Protein Crystallography

Switch mechanism for polymorphic supercoiling of the bacterial flagellar filament

The bacterial flagellar filament is a helical propeller. A rotary motor at its base drives the rotation of the filament at around 300 Hz. Its high-speed rotation drives the swimming of the cell, and the switching of its helical hand by quick reversal of the motor causes the tumbling for chemotaxis and thermotaxis. The filament is a tubular structure made by helical assembly of a single protein, flagellin, and it is also made of 11 protofilaments. Precisely determined packing arrangements of flagellin subunits in two slightly different conformations produce various but well defined forms of supercoils with different helical hand and pitch. Previous studies by electron cryomicroscopy revealed the molecular shape, domain organization and packing arrangements of flagellin in the filament. Now, X-ray crystallographic analysis of the flagellin core fragment from multiple anomalous diffraction data sets collected at BL45XU revealed the protofilament structure and the molecular interactions responsible for the axial assembly of flagellin in atomic detail.
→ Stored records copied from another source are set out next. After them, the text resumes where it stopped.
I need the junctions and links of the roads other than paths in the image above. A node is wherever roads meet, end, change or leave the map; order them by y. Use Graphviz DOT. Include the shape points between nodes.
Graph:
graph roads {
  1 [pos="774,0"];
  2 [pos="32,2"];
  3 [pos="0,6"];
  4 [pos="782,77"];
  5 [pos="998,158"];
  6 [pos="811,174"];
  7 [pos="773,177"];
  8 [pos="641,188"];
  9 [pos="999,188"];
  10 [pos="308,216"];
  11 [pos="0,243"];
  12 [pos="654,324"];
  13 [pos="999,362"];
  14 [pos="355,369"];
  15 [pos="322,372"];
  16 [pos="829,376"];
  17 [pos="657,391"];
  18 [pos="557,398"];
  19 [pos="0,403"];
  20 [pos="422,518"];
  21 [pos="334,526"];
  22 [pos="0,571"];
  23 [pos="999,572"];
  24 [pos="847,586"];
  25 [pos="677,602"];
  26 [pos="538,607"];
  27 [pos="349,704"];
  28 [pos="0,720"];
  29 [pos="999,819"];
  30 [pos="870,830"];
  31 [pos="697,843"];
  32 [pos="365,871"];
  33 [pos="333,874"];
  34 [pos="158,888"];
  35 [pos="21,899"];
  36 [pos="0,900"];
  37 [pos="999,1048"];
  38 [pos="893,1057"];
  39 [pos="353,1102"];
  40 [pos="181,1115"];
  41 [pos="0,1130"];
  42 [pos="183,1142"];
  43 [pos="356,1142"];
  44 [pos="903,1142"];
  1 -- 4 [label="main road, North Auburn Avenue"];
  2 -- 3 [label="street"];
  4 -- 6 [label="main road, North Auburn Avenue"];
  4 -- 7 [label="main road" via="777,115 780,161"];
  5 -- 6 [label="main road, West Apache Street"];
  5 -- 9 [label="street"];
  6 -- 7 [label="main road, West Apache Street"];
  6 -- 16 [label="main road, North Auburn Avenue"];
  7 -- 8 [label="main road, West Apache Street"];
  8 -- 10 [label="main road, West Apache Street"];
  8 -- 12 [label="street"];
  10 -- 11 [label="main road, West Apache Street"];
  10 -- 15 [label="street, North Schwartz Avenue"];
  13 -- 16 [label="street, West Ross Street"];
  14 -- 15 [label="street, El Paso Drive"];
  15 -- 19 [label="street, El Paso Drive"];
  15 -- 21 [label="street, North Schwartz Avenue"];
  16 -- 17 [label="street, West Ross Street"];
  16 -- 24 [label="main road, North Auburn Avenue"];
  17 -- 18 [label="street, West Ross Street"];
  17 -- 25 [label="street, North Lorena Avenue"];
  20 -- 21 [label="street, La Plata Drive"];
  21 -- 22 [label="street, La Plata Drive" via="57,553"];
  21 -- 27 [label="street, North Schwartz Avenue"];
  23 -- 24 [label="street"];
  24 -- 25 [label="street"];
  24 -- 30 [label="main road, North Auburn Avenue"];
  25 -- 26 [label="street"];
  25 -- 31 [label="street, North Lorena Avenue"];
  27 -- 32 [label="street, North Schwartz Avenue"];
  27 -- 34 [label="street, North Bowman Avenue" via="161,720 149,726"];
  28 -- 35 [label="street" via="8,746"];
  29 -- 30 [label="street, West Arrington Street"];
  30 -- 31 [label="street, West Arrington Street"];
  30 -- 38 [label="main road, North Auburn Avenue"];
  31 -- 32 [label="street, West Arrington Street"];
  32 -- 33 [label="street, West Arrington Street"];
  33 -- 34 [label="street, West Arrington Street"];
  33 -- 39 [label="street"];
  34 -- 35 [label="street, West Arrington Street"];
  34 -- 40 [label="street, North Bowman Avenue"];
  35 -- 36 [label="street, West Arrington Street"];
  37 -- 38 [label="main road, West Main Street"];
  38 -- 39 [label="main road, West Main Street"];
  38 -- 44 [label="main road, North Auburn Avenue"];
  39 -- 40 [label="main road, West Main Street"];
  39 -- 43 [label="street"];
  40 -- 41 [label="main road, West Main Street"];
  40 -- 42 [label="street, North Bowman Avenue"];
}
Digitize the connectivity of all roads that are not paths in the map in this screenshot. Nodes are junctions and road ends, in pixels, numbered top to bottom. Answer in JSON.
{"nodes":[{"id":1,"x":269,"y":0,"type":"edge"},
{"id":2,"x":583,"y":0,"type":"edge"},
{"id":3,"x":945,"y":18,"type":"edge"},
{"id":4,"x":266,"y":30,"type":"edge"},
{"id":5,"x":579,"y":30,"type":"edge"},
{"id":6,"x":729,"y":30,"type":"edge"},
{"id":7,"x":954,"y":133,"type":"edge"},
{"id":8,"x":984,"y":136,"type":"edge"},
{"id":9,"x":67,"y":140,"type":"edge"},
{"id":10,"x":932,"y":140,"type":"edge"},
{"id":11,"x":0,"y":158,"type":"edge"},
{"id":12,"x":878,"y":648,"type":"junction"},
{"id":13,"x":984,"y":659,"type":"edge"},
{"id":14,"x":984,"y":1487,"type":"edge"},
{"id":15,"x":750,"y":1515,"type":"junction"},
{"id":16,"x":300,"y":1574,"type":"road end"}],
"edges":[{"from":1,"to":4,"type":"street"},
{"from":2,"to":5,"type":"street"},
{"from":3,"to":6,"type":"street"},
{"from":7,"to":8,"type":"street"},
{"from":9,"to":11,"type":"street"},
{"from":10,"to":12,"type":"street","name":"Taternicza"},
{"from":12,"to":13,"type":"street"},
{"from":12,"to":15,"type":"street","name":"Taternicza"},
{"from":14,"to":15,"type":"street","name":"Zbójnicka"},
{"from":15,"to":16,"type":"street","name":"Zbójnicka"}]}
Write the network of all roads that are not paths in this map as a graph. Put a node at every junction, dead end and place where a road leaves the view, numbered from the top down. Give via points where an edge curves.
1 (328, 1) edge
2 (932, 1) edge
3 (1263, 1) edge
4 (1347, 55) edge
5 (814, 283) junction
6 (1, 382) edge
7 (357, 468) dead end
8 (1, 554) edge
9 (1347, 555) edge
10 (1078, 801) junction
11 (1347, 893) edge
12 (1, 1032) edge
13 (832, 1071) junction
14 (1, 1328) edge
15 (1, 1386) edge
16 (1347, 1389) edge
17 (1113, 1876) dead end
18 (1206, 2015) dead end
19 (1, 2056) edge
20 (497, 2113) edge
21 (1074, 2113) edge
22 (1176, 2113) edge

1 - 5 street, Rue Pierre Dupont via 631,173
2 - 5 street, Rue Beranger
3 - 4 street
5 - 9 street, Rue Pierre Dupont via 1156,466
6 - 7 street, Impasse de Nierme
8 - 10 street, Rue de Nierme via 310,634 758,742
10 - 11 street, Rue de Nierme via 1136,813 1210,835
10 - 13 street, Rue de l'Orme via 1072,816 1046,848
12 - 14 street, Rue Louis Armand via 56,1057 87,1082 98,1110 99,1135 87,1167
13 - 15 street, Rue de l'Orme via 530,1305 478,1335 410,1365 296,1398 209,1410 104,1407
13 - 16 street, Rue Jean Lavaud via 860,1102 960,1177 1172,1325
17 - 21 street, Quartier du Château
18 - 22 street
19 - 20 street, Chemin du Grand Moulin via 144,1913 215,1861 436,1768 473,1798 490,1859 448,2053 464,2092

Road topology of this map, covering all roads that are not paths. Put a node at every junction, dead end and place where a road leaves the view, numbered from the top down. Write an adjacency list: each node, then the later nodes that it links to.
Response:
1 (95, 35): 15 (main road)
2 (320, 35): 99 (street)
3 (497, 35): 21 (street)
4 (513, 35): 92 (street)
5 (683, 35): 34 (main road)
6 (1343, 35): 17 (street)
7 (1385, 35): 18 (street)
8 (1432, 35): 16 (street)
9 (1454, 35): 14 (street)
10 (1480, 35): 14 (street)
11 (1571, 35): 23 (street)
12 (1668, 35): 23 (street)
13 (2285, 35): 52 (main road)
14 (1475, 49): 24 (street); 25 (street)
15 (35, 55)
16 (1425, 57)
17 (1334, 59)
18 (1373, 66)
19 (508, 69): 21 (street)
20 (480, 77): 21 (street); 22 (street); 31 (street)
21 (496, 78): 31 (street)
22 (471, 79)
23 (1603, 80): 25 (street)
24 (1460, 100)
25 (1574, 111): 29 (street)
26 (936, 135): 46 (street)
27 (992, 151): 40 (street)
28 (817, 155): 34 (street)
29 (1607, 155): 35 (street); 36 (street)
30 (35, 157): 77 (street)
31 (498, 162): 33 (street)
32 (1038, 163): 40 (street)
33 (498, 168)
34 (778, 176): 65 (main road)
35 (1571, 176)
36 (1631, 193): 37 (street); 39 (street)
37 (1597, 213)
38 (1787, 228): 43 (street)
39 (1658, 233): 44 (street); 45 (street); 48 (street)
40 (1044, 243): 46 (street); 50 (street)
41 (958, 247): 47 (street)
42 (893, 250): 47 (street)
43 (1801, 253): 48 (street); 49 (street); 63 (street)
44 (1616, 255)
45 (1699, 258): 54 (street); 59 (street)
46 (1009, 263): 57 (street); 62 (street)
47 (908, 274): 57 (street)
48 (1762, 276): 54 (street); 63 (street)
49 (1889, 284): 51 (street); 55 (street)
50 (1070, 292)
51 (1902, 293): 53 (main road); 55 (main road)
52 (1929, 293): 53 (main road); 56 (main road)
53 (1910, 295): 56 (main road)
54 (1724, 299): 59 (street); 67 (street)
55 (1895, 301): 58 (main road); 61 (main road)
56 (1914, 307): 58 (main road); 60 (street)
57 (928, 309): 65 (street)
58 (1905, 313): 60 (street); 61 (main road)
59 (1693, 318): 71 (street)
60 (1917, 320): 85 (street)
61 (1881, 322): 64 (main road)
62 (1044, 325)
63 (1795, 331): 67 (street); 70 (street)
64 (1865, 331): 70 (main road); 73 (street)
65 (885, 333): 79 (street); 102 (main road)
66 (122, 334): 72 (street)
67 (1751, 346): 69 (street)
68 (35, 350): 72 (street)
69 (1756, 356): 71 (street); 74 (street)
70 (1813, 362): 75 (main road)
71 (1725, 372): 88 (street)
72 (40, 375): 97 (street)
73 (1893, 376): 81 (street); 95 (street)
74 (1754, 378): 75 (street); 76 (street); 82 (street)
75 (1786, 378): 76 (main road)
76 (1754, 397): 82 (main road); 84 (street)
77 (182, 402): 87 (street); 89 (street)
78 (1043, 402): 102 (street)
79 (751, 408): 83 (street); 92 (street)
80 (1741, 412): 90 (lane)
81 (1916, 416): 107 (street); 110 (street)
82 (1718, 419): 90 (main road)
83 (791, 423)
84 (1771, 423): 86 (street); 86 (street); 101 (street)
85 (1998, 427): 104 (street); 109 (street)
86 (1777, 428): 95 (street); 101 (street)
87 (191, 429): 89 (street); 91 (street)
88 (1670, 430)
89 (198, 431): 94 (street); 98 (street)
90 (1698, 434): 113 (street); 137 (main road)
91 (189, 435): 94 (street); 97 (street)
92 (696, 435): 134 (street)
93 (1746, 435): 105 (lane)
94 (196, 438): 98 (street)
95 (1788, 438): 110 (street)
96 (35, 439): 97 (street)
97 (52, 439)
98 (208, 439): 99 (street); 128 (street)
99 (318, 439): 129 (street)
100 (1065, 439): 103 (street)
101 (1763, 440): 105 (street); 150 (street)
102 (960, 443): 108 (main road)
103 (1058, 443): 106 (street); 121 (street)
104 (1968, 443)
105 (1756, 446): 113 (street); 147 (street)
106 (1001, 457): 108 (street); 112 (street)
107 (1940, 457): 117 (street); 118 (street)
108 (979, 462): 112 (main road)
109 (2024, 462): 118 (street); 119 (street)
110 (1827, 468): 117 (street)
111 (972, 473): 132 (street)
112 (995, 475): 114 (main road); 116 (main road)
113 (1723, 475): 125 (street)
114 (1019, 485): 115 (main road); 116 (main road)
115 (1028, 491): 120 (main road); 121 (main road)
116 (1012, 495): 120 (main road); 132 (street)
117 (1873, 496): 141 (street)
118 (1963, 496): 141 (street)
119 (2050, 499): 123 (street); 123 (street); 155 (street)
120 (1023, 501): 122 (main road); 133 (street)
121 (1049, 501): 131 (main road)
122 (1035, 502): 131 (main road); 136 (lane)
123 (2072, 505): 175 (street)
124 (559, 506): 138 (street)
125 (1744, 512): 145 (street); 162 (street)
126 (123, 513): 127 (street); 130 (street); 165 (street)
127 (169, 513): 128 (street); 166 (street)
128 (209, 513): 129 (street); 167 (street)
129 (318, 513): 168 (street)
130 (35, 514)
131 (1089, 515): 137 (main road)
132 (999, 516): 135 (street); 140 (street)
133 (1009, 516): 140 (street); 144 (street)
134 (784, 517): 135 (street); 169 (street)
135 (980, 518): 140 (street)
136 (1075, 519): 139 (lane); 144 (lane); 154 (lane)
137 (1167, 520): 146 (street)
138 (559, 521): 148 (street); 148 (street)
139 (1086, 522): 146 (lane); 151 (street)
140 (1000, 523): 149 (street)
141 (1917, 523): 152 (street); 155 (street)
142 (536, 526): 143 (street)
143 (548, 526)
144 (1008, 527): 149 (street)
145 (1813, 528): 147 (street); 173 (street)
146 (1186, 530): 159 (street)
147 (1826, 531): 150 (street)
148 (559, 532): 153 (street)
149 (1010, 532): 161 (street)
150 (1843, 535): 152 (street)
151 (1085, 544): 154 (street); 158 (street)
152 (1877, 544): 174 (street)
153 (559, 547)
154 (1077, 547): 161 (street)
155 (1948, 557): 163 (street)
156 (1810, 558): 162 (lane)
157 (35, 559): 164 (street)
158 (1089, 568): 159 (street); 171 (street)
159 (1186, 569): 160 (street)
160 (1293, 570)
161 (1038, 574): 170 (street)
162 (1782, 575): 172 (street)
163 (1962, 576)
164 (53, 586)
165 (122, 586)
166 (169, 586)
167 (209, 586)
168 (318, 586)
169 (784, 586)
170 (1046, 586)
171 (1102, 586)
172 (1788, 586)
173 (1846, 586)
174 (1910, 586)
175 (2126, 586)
Since the flagellar protofilament switches between the two conformations with axial repeats of 51.9 Å and 52.7 Å to produce gentle curvatures of flagellar supercoils, and the protofilament structure obtained was the one with the shorter repeat, a computational simulation of an extension of the protofilament model was carried out to identify the conformational switch in the molecular structure of flagellin. After gradual axial elongation of the molecular structure by about a few Å, it showed a subtle but significant jump in the conformation of a β-hairpin located at the molecular interface that forms the protofil-ament. This demonstrated the characteristic nature of proteins that perform flexible and yet highly precise functions as nanomachine.